> **Problem to solve**
Lines to return, exactly: from the line with "middle dip: (336, 155)" to the line with "pinky tip: (229, 263)" in the entries below, both included.

> **Records for the exercise**

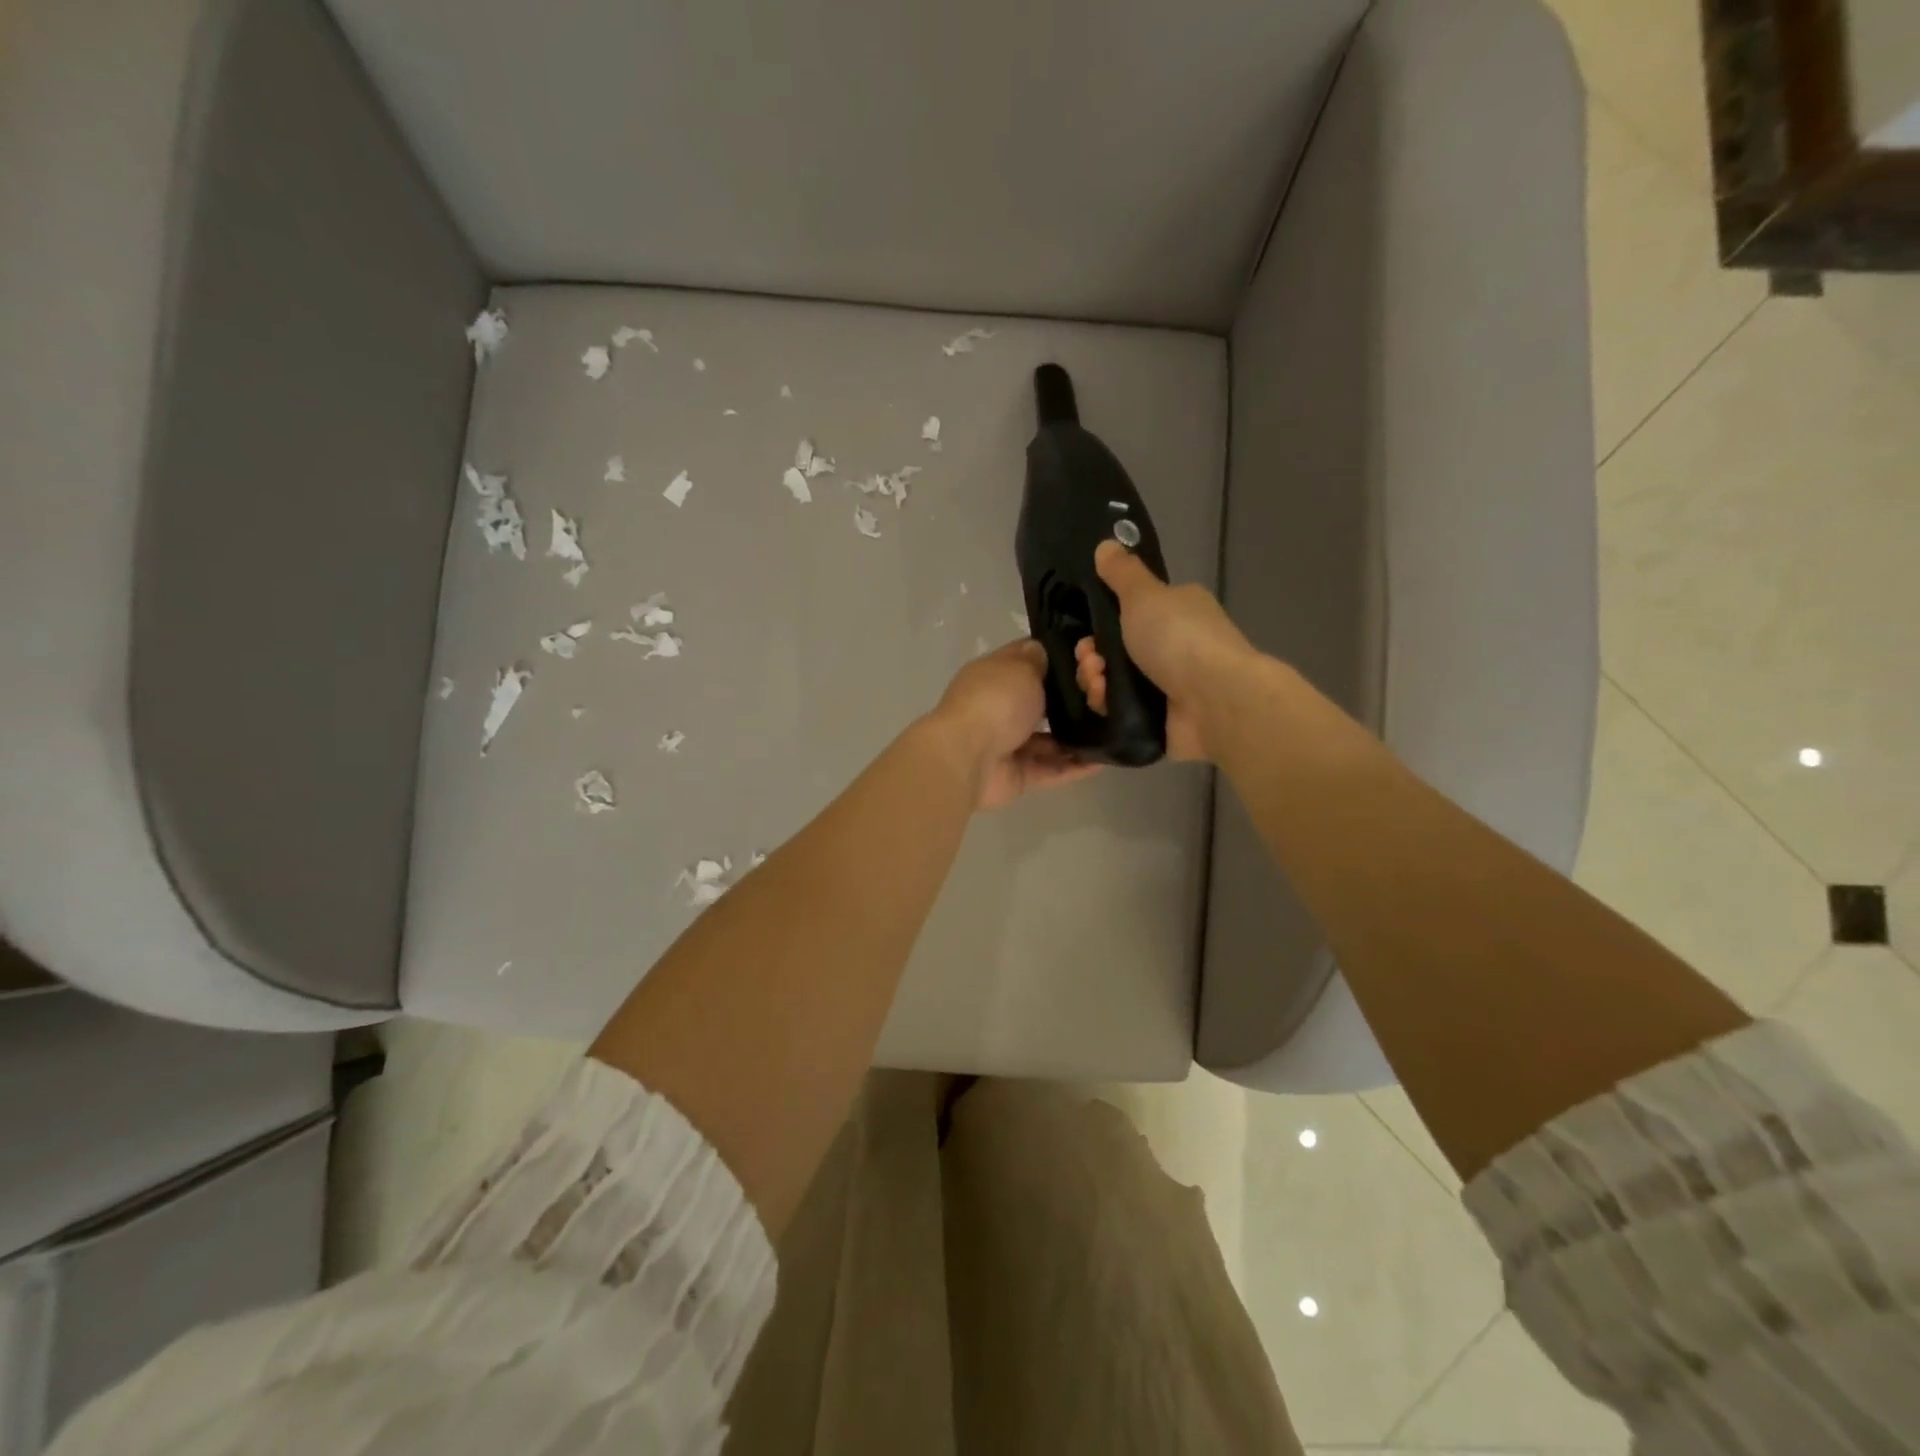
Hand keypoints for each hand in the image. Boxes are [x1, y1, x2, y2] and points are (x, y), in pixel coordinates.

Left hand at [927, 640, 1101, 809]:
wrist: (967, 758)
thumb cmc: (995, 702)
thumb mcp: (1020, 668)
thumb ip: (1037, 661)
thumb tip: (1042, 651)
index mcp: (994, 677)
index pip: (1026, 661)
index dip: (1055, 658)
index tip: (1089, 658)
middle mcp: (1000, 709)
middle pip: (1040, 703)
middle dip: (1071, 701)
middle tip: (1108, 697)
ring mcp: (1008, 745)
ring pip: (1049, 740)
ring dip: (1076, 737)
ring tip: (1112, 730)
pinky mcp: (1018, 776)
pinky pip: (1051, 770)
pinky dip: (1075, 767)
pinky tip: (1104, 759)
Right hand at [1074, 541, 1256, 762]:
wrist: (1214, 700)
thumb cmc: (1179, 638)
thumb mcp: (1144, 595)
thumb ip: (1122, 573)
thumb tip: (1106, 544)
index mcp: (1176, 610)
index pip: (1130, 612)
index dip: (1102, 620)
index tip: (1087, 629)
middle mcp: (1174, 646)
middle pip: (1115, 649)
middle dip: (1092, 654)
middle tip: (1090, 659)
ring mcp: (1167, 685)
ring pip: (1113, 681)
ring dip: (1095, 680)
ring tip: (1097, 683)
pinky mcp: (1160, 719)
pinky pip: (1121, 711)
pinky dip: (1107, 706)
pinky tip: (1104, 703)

--

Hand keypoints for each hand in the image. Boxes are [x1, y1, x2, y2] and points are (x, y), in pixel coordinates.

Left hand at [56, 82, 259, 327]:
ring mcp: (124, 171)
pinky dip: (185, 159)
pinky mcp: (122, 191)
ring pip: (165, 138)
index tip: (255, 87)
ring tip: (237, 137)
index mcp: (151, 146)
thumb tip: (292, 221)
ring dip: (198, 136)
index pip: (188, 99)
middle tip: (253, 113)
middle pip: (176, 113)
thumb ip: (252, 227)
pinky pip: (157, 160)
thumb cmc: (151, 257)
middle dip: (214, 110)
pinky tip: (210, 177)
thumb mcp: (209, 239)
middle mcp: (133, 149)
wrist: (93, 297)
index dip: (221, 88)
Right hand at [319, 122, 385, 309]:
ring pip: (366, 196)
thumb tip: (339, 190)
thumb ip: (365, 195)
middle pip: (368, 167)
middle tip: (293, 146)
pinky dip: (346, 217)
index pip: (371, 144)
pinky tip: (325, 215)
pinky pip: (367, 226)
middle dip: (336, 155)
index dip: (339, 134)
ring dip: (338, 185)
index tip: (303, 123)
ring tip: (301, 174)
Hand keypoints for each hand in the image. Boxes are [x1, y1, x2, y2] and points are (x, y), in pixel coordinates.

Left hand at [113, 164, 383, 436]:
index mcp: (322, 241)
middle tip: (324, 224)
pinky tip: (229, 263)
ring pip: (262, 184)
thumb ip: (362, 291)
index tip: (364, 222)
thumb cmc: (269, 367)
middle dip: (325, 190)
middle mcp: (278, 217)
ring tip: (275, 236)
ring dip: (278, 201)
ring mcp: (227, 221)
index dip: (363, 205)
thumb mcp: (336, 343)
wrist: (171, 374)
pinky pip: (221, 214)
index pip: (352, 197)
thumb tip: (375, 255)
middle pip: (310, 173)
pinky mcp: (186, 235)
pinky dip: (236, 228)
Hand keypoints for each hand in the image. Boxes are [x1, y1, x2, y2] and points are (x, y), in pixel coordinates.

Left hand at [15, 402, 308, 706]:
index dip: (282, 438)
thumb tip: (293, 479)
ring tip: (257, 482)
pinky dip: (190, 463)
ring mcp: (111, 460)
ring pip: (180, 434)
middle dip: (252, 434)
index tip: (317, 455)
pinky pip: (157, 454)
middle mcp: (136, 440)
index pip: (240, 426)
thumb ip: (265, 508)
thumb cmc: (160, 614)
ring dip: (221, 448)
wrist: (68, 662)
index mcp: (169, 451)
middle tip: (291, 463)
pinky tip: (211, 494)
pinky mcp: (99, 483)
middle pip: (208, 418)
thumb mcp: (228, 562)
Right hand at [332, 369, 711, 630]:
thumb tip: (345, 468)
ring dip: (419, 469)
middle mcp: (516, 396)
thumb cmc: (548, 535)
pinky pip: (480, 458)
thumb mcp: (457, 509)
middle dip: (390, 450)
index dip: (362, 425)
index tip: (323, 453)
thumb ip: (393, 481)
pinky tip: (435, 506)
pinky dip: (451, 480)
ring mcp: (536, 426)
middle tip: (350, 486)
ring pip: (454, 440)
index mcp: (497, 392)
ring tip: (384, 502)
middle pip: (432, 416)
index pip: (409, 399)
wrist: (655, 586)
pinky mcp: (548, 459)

> **Solution to the exercise**
middle dip: (336, 155)
index dip: (339, 134)
ring dip: (338, 185)
index tip: (303, 123)
ring tip: (301, 174)
Hand keypoints for each hand in the image. Boxes are [x1, y1, x2, y2] and points are (x, y), in pixel coordinates.

Left hand at [113, 164, 383, 436]:
index mcp: (322, 241)
middle tip: (324, 224)
pinky tip: (229, 263)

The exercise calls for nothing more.